═══ The data

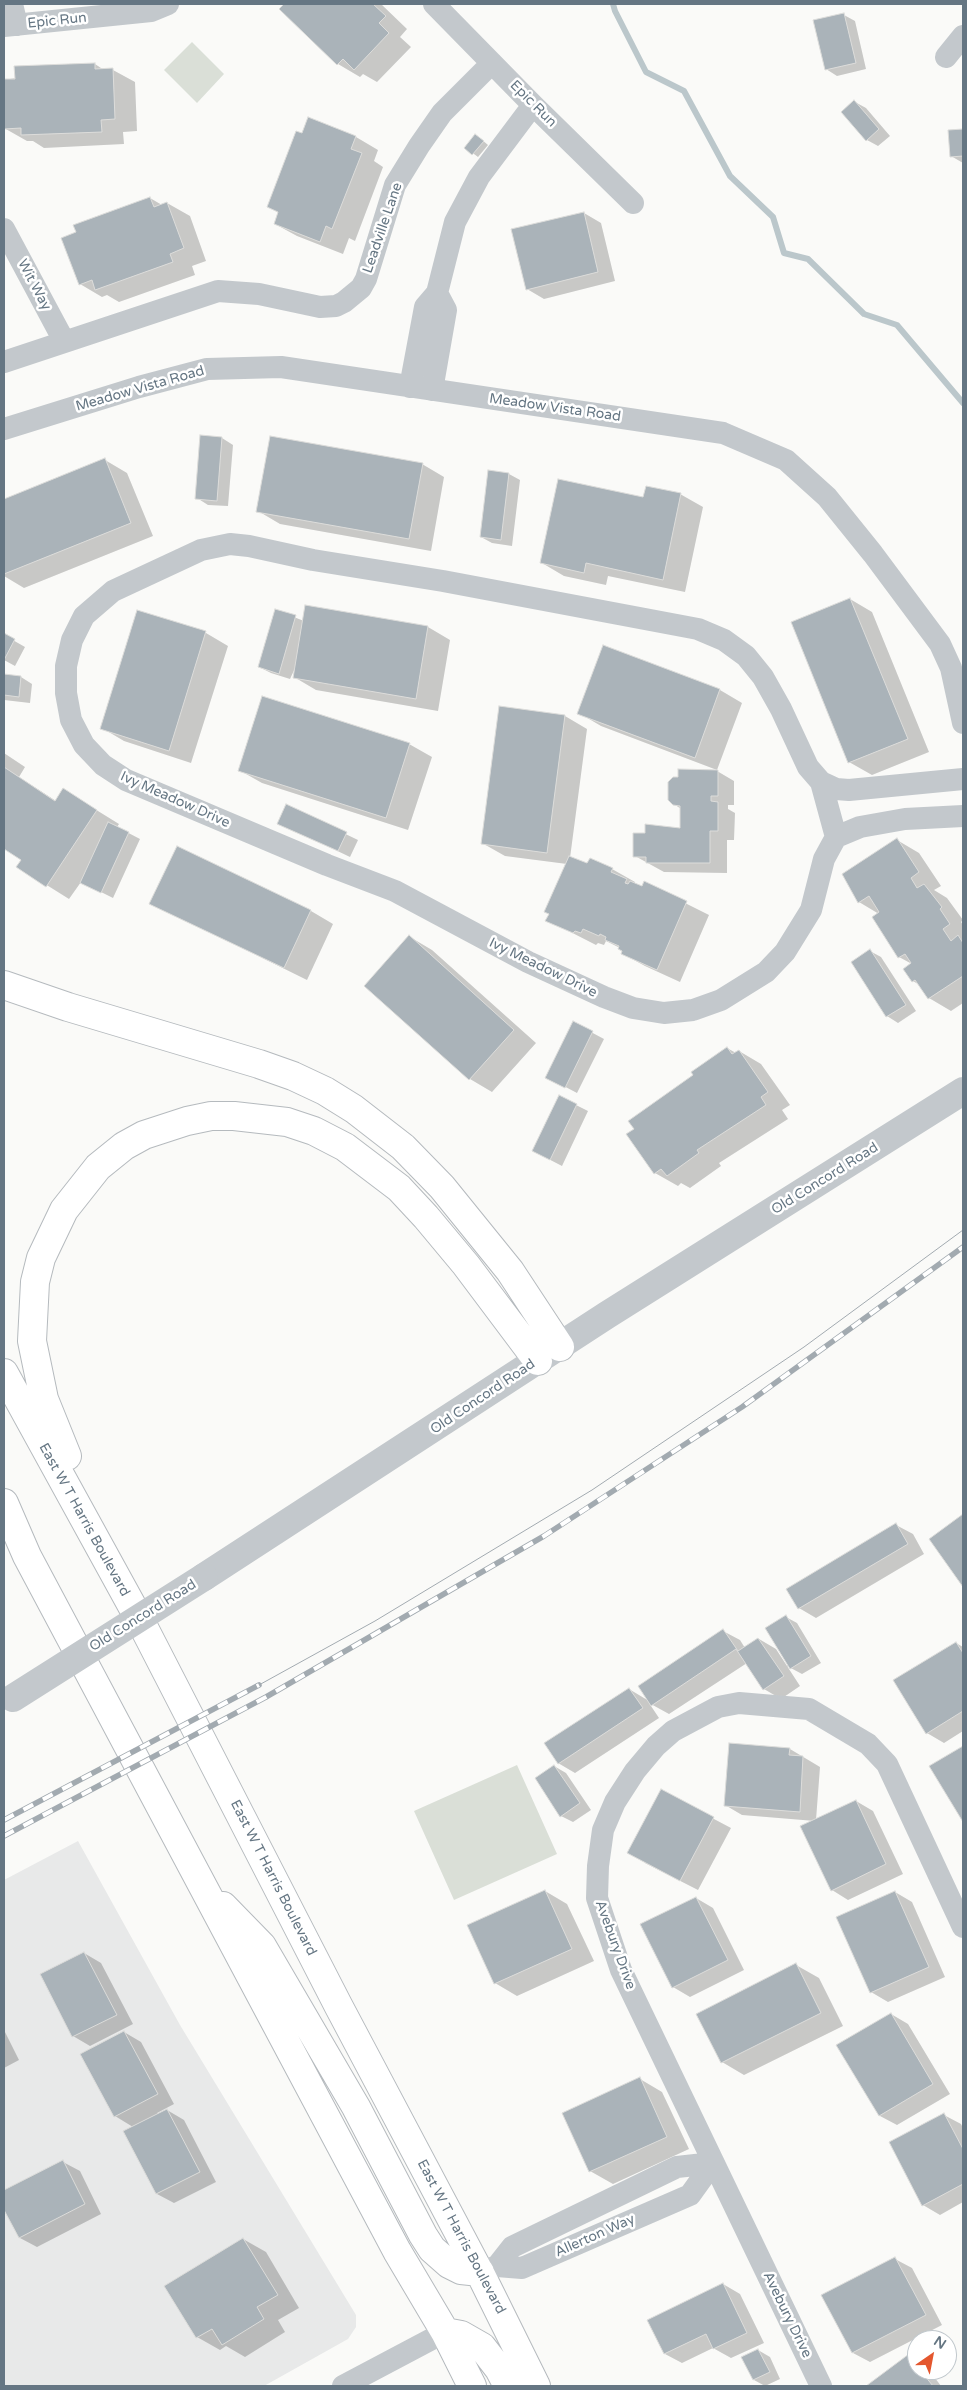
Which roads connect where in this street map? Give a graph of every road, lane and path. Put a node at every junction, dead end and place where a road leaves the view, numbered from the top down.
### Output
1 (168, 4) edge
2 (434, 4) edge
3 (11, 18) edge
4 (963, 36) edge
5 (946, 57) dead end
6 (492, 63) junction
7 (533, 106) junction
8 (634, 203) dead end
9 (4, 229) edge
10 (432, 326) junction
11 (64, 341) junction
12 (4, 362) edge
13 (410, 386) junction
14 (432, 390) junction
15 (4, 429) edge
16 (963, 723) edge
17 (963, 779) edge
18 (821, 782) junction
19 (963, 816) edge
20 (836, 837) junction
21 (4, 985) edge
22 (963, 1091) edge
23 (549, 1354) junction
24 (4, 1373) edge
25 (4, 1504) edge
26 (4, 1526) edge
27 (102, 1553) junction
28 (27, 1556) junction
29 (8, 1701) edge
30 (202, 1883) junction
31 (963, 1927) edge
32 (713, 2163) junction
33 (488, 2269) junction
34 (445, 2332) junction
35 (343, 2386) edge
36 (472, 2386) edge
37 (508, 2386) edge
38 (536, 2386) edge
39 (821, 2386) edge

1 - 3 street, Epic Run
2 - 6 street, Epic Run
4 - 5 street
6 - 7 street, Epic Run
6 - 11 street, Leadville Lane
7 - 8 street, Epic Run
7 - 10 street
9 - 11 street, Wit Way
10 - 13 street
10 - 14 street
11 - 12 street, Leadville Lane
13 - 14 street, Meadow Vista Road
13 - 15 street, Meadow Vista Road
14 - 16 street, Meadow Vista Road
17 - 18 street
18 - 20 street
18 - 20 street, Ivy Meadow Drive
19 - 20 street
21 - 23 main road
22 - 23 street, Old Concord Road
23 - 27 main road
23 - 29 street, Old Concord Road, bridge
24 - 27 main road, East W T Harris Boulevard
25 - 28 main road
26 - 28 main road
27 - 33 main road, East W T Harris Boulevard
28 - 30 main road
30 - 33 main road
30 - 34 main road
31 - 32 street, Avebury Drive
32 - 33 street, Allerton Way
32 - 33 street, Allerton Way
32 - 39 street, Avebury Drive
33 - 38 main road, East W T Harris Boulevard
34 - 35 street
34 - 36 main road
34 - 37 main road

══════

§ **Assignment**:
Your task is to copy each line of the data above that holds "Epic".

§ **Solution to the exercise**:
1 - 3 street, Epic Run
2 - 6 street, Epic Run
6 - 7 street, Epic Run
7 - 8 street, Epic Run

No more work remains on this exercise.